In Situ Electropolymerizing Toward EP‐CoP/Cu Tandem Catalyst for Enhanced Electrochemical CO2‐to‐Ethylene Conversion

Abstract Electrochemical CO 2 reduction has garnered significant interest in the conversion of sustainable energy to valuable fuels and chemicals. Cu‐based bimetallic catalysts play a crucial role in enhancing * CO concentration on Cu sites for efficient C─C coupling reactions, particularly for C 2 product generation. To enhance Cu's electronic structure and direct its selectivity toward C 2 products, a novel strategy is proposed involving the in situ electropolymerization of a nano‐thickness cobalt porphyrin polymeric network (EP‐CoP) onto a copper electrode, resulting in the creation of a highly effective EP‐CoP/Cu tandem catalyst. The even distribution of EP‐CoP facilitates the initial reduction of CO 2 to * CO intermediates, which then transition to Cu sites for efficient C─C coupling.
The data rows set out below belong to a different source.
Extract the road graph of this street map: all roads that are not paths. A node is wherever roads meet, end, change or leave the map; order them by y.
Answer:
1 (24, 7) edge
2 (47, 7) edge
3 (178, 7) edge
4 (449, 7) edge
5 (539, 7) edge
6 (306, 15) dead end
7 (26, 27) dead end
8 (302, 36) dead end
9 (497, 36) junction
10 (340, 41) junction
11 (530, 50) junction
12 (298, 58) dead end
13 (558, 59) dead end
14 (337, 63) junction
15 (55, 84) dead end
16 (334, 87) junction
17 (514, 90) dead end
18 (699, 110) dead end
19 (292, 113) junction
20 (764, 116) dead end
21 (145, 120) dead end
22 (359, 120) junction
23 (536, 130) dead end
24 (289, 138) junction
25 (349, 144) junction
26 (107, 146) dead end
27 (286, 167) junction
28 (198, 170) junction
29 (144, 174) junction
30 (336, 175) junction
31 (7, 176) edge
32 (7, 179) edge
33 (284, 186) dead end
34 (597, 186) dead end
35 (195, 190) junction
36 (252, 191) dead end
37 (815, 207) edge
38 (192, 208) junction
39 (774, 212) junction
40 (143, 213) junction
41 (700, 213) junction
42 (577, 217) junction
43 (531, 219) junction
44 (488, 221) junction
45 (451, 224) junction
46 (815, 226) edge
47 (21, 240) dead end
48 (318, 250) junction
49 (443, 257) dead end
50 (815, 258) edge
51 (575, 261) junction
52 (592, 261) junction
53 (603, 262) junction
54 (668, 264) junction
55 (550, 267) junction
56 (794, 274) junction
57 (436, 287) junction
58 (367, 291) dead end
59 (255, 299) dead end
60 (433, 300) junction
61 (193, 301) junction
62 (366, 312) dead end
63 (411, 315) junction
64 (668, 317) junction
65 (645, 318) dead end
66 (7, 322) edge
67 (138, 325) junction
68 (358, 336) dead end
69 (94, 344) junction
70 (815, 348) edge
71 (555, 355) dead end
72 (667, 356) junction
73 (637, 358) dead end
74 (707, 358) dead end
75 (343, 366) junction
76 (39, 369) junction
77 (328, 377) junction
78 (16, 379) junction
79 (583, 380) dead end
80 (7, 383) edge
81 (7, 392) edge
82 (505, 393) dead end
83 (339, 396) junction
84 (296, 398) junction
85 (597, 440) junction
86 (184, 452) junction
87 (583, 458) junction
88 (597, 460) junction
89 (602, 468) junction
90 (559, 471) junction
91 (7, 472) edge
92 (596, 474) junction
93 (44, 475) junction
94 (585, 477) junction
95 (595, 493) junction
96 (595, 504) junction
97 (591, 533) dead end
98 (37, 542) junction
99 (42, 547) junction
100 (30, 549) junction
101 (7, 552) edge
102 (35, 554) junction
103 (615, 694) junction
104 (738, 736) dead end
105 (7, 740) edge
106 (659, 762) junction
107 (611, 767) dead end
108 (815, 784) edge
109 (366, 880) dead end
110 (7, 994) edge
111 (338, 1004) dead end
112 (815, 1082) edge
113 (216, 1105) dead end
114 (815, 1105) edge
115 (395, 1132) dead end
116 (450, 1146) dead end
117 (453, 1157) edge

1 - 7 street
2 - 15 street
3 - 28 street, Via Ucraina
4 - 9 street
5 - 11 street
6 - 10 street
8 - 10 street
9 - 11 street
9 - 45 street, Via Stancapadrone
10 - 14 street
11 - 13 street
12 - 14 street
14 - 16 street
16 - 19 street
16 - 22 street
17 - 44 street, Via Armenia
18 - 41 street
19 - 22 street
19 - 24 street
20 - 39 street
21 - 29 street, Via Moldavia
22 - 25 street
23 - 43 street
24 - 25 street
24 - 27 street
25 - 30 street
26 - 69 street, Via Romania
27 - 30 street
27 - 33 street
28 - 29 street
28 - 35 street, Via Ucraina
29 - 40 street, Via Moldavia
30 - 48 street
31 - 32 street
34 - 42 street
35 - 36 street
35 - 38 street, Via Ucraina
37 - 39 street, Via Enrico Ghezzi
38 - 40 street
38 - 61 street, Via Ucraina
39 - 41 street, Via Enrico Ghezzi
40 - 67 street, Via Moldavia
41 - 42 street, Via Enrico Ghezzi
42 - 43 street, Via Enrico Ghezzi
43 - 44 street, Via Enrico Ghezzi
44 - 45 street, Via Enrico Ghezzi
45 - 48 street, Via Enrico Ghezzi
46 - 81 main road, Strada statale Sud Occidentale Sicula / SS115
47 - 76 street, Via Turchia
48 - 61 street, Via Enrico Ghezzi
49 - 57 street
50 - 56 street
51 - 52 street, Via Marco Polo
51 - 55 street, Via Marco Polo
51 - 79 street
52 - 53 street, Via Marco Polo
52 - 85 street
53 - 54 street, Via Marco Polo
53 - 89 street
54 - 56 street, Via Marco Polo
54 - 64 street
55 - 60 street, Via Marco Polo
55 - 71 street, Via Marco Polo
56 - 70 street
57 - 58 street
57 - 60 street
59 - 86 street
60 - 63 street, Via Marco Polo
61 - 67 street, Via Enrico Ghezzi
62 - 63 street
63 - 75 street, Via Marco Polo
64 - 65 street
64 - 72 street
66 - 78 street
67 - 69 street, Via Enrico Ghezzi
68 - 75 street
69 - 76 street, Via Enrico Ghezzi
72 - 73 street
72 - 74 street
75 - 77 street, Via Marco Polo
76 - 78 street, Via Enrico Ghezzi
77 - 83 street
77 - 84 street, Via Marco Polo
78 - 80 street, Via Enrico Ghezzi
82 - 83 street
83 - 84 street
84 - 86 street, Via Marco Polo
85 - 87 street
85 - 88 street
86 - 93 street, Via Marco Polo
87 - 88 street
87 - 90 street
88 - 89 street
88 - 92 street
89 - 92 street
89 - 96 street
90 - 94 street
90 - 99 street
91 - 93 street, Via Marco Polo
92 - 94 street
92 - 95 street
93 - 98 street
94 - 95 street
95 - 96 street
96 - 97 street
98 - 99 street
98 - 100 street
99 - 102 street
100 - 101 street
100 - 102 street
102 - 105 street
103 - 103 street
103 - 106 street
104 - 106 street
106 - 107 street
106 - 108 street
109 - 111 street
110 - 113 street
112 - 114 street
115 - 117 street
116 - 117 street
DFT calculations confirm that the * CO enrichment from Co sites boosts * CO coverage on Cu sites, promoting C─C coupling for C 2+ product formation. The EP‐CoP/Cu gas diffusion electrode achieves an impressive current density of 726 mA cm −2 at −0.9 V versus reversible hydrogen electrode (RHE), with a 76.8% Faraday efficiency for total C 2+ conversion and 43% for ethylene, demonstrating exceptional long‐term stability in flow cells. These findings mark a significant step forward in developing a tandem catalyst system for the effective electrochemical production of ethylene.